Вечером я сидел между женой и дочерью в нашем скромном, но счастливом доме, и мне неожиданно подали записку, в спешке нацарапанную директором знаменитого театра, что в западном квартале Лондона. В ней значилось:
Грегори серьёзно заболел и не может играть роль Отелло. В интересах театра прошу Вас срочно явиться и показать, на что Вы способны.
Через пять минут я собрался.
– Пожелай мне удачи, Грейс, сегодня вечером я удивлю многих! – воскликнул я и в крайнем возбуждении вышел из дому.
Завсегдатаи театра, в котором мне предстояло выступить, числились среди самых просвещённых и тонких знатоков сцены в Лондоне. Горячие поклонники драмы и приверженцы Шекспира до мозга костей, они редко соглашались лицезреть актёра, выступающего на замене. Но я долго молился, чтобы мне представилась такая возможность. И вот молитвы мои были услышаны, и я знал, что успех обеспечен, я был совершенно уверен, что добьюсь его.
Роль Отелло была моим боевым коньком. Множество раз я с успехом исполнял её в провинции, но ещё никогда не играл так, как в тот вечер. «Завтра, – говорил я себе, – я стану знаменитостью».
Дрожь прошла у меня по телу, когда я очутился на сцене в первом выходе моего героя. Ещё мгновение – и Джеффри Хит перестал для меня существовать, я совершенно забыл о нём. Душой и телом я стал горделивым, страстным, ревнивым мавром.
По одному из тех курьёзных предчувствий, которые заставляют нас предвидеть важные события нашей жизни, я догадался, что добьюсь успеха, но я и предположить не мог, что тот будет таким полным и сокрушительным. В конце каждого акта великой драмы зал неистовствовал. Полнейшая тишина – лучший признак напряжённого внимания публики и свидетельство безграничной власти актёра над нею – сохранялась до конца каждого акта, и всякий раз, как опускался занавес, меня приветствовал взрыв аплодисментов, какого мне прежде слышать не доводилось.
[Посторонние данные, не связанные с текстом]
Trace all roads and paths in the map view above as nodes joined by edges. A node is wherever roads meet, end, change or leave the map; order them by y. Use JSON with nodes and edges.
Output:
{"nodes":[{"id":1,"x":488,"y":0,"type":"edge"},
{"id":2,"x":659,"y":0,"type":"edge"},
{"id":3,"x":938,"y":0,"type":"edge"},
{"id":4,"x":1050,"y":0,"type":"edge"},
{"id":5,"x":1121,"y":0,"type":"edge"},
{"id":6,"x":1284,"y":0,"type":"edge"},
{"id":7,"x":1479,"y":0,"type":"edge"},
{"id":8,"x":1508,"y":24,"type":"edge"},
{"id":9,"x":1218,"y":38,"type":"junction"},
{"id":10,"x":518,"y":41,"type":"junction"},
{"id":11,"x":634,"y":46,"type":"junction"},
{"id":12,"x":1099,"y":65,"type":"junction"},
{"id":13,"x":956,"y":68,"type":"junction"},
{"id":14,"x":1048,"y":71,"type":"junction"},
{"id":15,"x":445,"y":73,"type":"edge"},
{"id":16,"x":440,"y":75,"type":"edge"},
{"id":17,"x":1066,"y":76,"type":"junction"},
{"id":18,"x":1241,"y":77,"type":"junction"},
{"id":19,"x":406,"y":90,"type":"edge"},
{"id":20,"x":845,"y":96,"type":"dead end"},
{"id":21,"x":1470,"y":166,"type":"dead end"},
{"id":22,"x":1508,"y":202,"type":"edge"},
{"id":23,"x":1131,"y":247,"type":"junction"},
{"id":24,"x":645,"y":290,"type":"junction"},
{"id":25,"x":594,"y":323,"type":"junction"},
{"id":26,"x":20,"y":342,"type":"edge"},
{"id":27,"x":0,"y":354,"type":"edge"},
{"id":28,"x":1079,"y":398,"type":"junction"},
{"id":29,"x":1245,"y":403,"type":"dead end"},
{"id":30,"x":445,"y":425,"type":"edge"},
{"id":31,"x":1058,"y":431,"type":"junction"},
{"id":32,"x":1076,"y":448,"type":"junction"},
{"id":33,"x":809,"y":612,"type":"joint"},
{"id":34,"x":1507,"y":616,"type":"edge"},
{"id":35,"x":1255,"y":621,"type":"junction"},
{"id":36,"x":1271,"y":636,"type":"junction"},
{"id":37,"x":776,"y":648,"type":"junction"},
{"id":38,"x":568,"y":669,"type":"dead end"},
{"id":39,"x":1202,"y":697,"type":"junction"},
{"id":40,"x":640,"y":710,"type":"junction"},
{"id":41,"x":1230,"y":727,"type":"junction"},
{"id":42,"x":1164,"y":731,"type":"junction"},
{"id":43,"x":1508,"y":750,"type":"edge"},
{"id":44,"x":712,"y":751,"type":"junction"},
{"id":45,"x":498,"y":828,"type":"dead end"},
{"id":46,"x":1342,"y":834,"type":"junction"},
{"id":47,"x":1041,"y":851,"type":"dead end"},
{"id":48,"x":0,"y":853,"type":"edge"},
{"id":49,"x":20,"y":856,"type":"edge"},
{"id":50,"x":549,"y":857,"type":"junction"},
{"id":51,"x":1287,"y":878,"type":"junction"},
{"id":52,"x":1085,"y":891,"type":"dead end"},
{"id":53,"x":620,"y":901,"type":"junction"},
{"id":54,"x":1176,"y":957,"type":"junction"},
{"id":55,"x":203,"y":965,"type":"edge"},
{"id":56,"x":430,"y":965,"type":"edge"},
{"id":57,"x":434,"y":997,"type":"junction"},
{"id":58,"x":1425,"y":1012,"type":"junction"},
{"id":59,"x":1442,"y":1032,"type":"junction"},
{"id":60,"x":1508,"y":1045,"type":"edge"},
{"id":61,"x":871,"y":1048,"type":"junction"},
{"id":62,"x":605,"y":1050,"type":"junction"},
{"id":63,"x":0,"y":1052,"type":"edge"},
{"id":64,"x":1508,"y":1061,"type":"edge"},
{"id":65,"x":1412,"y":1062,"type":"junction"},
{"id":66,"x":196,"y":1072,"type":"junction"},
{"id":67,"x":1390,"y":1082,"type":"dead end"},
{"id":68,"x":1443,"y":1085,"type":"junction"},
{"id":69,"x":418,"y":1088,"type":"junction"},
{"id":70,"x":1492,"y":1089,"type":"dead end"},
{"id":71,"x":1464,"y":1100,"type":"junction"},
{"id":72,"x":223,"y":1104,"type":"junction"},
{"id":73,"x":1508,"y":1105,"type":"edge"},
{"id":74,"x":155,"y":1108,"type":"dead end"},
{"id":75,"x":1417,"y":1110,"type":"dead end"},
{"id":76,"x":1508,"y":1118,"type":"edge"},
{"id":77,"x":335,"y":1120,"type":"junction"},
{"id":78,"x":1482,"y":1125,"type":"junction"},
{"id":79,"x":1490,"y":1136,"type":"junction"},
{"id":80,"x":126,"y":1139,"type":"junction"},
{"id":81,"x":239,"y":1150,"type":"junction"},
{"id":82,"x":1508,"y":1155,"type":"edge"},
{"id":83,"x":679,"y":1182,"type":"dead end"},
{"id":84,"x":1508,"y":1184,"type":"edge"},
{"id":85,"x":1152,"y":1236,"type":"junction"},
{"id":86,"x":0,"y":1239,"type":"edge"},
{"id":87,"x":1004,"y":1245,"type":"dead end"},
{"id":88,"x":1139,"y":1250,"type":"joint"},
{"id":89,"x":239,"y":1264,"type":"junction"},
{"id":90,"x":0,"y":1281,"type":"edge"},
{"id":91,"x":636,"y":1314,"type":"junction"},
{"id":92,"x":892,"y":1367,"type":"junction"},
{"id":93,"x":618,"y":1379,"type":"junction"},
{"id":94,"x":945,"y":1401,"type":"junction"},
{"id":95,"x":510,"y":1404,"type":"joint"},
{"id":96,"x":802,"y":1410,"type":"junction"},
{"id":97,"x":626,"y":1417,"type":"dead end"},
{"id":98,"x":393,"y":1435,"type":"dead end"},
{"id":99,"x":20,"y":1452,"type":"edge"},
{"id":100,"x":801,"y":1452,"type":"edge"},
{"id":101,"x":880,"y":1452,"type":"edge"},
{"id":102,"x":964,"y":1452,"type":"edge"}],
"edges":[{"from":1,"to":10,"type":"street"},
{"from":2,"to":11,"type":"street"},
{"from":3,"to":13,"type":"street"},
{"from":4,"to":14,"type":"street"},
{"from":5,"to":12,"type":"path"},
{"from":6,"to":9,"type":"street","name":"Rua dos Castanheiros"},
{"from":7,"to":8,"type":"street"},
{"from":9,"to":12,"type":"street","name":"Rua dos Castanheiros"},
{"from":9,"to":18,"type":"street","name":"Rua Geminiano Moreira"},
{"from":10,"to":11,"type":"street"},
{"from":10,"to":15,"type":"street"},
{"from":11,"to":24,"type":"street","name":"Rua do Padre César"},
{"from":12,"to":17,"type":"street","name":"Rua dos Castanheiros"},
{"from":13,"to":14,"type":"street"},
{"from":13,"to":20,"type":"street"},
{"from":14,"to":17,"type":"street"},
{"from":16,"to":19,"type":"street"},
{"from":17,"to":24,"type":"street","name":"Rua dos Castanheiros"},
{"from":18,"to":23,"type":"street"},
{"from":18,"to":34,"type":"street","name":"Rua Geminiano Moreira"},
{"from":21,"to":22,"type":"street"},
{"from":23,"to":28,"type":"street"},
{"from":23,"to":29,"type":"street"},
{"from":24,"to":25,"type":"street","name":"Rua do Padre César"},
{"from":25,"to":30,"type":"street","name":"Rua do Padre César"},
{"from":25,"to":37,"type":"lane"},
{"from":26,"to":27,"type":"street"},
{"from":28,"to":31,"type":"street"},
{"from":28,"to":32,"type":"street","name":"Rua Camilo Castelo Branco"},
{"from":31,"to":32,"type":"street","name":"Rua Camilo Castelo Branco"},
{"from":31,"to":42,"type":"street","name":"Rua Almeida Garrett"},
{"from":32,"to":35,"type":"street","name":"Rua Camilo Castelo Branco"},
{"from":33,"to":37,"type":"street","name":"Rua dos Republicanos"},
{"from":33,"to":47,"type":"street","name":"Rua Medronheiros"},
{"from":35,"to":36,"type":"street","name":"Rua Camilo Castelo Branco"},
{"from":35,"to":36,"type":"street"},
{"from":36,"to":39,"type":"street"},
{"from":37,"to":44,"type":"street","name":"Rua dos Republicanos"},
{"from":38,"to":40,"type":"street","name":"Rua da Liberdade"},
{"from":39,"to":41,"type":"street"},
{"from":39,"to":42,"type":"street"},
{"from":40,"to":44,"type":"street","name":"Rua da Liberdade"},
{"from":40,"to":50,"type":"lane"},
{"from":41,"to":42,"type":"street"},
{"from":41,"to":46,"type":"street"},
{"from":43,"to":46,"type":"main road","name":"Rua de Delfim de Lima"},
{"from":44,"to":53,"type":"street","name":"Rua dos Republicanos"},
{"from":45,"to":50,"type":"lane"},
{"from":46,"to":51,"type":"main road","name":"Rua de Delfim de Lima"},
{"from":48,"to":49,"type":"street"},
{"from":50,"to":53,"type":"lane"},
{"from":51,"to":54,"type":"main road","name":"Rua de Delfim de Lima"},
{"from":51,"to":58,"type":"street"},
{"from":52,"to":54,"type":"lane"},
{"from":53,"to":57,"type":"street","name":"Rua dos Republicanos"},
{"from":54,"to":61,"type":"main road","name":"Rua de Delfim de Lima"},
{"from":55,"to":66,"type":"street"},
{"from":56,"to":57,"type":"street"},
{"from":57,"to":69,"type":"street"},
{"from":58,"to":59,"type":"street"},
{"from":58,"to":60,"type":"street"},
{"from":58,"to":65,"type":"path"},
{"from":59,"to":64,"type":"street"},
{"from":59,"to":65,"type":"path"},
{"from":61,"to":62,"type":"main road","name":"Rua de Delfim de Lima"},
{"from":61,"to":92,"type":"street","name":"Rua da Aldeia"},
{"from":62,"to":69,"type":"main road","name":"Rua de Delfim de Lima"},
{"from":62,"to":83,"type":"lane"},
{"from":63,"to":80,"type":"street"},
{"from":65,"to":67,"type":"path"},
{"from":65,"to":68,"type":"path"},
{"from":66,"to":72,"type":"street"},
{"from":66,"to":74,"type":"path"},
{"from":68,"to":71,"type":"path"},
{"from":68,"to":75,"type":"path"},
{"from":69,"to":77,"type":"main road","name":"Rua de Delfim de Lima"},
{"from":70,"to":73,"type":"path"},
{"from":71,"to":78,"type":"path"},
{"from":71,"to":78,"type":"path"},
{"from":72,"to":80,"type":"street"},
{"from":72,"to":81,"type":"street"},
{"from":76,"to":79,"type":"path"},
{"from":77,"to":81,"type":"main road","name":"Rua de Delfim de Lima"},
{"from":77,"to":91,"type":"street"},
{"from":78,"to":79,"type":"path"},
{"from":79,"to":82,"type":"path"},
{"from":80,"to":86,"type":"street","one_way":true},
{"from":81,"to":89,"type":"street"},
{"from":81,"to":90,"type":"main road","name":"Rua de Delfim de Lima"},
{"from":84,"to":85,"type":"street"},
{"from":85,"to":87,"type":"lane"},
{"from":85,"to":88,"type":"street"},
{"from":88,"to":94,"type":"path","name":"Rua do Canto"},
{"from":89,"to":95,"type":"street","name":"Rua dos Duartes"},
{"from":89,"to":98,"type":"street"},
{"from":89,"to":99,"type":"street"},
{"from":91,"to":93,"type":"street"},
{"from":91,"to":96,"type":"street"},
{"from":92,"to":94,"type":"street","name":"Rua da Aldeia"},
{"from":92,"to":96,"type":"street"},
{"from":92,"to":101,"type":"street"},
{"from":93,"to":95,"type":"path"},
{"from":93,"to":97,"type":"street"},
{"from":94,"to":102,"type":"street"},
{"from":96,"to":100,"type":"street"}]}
То были минуты моего актёрского торжества. После каждого действия публика вызывала меня, чтобы я мог вновь и вновь принять восторженные овации своих почитателей.
Когда после спектакля я наконец возвращался домой, сердце моё переполняла небывалая радость, душа ликовала. Я думал о том, что жизнь, исполненная мучительного труда, непрестанных занятий, завершилась и что теперь я смогу наконец пожинать плоды своего упорства. Небу известно, что я долго, весьма долго ждал этого, и мой звёздный час настал.